Determinants and Changes Associated with Aldosterone Breakthrough after Angiotensin II Receptor Blockade in Patients with Type 2 Diabetes with Overt Nephropathy

Abstract

Inhibition of the renin-angiotensin-aldosterone system decreases proteinuria and slows estimated GFR decline in patients with type 2 diabetes mellitus with overt nephropathy. Serum aldosterone levels may increase during renin-angiotensin-aldosterone system blockade. The determinants and consequences of this aldosterone breakthrough remain unknown. This study examined the incidence, determinants, and changes associated with aldosterone breakthrough in a posthoc analysis of a randomized study that compared the effect of two angiotensin II receptor blockers in patients with type 2 diabetes mellitus with overt nephropathy.
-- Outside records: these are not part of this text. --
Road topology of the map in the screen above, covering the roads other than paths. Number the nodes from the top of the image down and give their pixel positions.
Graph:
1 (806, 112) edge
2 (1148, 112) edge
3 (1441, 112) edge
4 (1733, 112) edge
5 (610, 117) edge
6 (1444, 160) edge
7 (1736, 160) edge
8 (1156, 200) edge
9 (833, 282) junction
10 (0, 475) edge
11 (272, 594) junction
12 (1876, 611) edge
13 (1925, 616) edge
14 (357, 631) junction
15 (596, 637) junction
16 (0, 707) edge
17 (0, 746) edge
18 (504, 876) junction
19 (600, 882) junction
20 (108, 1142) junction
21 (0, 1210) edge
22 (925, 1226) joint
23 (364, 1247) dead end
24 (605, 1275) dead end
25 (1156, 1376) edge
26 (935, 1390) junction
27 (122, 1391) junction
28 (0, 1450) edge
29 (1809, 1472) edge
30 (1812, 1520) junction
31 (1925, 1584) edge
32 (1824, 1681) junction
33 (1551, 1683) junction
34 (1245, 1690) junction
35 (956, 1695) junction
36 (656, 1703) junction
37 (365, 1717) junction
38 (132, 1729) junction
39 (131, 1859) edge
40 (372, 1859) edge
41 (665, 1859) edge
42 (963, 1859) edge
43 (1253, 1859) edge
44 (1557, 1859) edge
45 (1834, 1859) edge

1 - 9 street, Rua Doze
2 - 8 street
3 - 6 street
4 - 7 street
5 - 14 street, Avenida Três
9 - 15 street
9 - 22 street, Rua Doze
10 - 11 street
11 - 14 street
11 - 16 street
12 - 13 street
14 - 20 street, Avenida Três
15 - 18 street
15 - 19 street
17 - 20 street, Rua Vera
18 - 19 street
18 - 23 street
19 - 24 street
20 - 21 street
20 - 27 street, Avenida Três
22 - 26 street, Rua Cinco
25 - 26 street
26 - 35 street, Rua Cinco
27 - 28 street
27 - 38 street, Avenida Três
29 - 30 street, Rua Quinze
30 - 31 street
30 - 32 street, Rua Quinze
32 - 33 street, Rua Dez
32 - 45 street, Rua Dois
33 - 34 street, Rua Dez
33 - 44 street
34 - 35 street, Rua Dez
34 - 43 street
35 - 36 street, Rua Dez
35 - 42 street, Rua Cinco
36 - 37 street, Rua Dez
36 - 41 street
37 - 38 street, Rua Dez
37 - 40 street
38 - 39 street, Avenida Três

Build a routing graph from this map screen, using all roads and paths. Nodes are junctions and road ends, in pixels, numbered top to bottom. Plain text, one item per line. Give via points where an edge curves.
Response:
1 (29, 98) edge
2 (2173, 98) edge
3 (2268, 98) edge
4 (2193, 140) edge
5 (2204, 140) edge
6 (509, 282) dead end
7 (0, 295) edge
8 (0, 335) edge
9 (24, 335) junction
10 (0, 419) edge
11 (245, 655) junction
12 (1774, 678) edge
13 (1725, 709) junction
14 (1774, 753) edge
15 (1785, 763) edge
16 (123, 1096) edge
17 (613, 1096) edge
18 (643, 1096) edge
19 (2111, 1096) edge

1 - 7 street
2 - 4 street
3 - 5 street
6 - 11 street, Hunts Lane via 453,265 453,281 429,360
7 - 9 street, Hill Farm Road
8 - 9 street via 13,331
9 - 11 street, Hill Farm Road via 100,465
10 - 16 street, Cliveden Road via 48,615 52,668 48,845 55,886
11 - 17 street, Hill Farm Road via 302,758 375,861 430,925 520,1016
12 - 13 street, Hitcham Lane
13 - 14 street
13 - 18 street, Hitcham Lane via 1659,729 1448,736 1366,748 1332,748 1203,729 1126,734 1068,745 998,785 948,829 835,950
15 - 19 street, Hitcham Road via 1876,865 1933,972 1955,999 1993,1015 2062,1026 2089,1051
Of 567 of 860 participants included in this posthoc analysis, 28% of participants developed aldosterone breakthrough, which was defined by an increase greater than 10% over baseline values of serum aldosterone levels after 1 year of angiotensin II receptor blocker treatment. Factors independently associated with aldosterone breakthrough at 1 year were lower serum aldosterone and potassium levels at baseline, higher decreases in sodium intake, systolic BP, and estimated GFR from baseline to 1 year, and use of losartan versus telmisartan. Aldosterone breakthrough at 6 months was not sustained at 1 year in 69% of cases, and it did not predict estimated GFR decrease and proteinuria increase between 6 months and 1 year. Aldosterone breakthrough is a frequent event 1 year after initiating renin-angiotensin-aldosterone system blockade, particularly in participants exposed to intensive lowering of BP with sodium depletion and short-acting angiotensin II receptor blockers. Short-term serum aldosterone level increases at 6 months are not associated with negative kidney outcomes between 6 months and 1 year.